9th May 2023 – Galatians 2:14-21

14 But when I saw that their conduct was not in step with the truth of the gospel, I said to Cephas before them all, “If you, though a Jew, live like a Gentile and not like a Jew, how can you force the Gentiles to live like Jews?”

15 We ourselves are Jews by birth and not Gentile sinners; 16 yet we know that a person is not justified by works of the law but through faith in Jesus Christ, so we also have believed in Christ Jesus, in order to be justified by faith in Christ and not by works of the law, because by works of the law no one will be justified.

17 But if, in our endeavour to be justified in Christ, we too were found to be sinners, is Christ then a servant of sin? Certainly not! 18 For if I rebuild what I tore down, I prove myself to be a transgressor. 19 For through the law I died to the law, so that I might live to God. 20 I have been crucified with Christ. It is no longer I who live, but Christ who lives in me. And the life I now live in the flesh I live by faith in the Son of God, who loved me and gave himself for me. 21 I do not nullify the grace of God, for if righteousness were through the law, then Christ died for no purpose.

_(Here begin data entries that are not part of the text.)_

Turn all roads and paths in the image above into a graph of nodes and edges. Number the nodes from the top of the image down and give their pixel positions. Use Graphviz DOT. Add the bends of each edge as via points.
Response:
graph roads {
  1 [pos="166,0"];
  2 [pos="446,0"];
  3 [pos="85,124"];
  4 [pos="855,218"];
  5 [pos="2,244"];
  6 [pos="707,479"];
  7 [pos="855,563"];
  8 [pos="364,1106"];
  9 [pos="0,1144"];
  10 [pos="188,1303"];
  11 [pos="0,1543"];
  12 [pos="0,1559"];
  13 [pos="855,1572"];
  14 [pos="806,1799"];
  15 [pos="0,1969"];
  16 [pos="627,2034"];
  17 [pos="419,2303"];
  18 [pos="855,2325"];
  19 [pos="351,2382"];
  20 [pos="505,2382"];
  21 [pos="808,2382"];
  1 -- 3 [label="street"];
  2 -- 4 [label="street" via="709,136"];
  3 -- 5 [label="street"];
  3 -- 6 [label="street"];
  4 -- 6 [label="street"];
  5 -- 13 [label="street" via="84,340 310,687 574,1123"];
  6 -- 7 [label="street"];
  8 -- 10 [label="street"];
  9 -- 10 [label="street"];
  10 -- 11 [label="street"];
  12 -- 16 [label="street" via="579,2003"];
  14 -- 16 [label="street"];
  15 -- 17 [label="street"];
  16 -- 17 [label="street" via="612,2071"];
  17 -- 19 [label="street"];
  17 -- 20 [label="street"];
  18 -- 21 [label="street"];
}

The important doctrinal statement contained in these verses is fundamental to Paul's teaching in all his epistles, and we must pay close attention to what he says. A single glance at the verses will show that the Apostle is dealing with the doctrine of justification by faith apart from the works of the law. But the impressive thing to see is the way in which he brings in another doctrine into the reckoning - that of our union with Christ in His death and resurrection (20), which lies at the heart of the biblical understanding of sanctification. How naturally - and inevitably - he passes from one to the other! Indeed, there is a sense in which he deals with them both at the same time. This does not mean that they are identified with one another, or confused - Paul was much too precise a theologian for that - but it does mean that the one is implied in the other in the sense that there is no such thing as an experience of justification that is not at the same time the beginning of sanctification. Indeed, for Paul, justification involved the death of which he speaks in 20: 'I have been crucified with Christ'. For Paul the faith that justifies is a faith with a death in it. Justifying faith also crucifies! The experience of being crucified with Christ certainly did not, for Paul, belong to a further stage of Christian advancement after justification. On the contrary, he teaches that crucifixion with Christ is that initial form of consecration which takes place when by faith we lay hold of the justifying mercy offered us in the gospel invitation. Until we understand this to be so, we shall never emerge from the welter of confusion that surrounds the present-day exposition of the doctrine of sanctification.